Right now in Brazil, the "sinister" element in society is not marketing or marketers per se. It is corrupt, inefficient and bloated government, which inhibits commerce by imposing punitive taxes and by allowing monopolies, extortionate banking fees and price fixing to flourish. Brazil needs to get rid of all that rottenness and replace it with cut-throat competition on level playing fields, in which marketers may try as many tricks as they wish but in the end will be subject to the law of consumer attraction rather than, as we see at present, consumer incarceration.

Meanwhile, let's listen to the philosopher prattle on with his Luddite fear of change. Forgive the imperfect Google translation but remember that it is still 1) a pretty good translation, 2) free, 3) a product of cut-throat competition and 4) an eloquent repudiation of the belief that technological progress is inherently sinister.

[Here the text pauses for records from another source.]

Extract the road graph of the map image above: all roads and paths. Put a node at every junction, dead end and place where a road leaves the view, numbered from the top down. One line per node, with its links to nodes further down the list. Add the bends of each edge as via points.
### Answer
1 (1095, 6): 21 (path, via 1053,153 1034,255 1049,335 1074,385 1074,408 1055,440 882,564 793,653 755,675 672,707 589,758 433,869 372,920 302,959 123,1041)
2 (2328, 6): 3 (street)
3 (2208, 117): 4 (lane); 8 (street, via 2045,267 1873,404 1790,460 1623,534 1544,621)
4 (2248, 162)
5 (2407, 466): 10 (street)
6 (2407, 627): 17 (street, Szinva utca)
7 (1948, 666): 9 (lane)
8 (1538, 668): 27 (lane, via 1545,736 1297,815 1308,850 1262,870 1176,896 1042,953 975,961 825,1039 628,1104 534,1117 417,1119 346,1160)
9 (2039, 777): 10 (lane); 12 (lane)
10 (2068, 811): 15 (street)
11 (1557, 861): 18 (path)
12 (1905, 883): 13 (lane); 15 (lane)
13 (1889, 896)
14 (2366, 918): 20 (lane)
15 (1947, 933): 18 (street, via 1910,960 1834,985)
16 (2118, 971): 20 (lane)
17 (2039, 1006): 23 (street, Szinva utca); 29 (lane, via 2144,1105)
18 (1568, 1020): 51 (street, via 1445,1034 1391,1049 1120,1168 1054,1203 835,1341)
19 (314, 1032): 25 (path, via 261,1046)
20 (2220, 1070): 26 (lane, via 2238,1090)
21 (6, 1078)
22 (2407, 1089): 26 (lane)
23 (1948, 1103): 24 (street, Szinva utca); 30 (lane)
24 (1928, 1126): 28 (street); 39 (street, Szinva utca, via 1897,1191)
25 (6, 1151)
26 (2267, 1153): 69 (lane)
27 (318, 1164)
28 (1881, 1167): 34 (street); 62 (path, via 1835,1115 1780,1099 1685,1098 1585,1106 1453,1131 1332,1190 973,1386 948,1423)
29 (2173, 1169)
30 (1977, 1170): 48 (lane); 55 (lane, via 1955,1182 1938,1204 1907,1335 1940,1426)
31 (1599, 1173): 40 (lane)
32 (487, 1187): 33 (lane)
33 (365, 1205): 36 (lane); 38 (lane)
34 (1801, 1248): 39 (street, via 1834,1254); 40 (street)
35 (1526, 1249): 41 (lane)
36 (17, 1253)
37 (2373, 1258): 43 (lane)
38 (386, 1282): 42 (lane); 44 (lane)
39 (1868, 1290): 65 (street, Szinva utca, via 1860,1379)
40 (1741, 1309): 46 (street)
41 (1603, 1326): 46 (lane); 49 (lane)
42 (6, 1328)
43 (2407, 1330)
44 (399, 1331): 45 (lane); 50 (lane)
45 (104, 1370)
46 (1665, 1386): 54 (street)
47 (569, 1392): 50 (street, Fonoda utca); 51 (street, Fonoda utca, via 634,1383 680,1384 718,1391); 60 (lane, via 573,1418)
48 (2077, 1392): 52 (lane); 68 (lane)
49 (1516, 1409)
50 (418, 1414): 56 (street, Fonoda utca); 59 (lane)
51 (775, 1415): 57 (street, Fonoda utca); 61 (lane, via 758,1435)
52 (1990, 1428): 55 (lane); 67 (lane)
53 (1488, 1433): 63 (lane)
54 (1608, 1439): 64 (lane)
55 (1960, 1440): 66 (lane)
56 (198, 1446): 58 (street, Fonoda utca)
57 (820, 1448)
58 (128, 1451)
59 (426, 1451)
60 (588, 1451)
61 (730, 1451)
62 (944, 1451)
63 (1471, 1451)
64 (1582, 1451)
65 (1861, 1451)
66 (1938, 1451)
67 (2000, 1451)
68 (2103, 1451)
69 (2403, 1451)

Oh yes and 5) it's something that the philosopher would never have come up with.

"Today's society is based on having and no longer in being. With advances in technology, people no longer have time to reflect on the simple issues of life or even to read a good book. I have no car and I refuse to use mobile. All those wishing to speak with me can find me via the telephone, do not need more equipment to be found."

Another big yawn. Yes, Brazilian society right now is going through an ugly consumerist binge which, as I've said before, may end badly (in the short term at least). It is ugly because Brazilians as a whole are uneducated in the ways of modern marketing and finance, so the playing field is particularly skewed in favour of big corporates (henceforth to be known as The Enemy).

But what is needed, rather than the lazy reflex to turn the clock back, is to fight the good fight and press on to sunnier shores. Boasting about not having a mobile phone is just sad. As for reading a good book, I would have had a modicum more respect for the man if he'd said: Read a good e-book and, once you've done so, campaign vigorously for Brazil to enjoy an e-book revolution, preferably subsidized by the government so that access to education can become that bit more universal. E-books, as people here in 2011 know, became the most popular form of book purchase on Amazon in 2010. And once that happens, there's no turning back.

Unless, of course, you're a Brazilian "philosopher-economist-writer".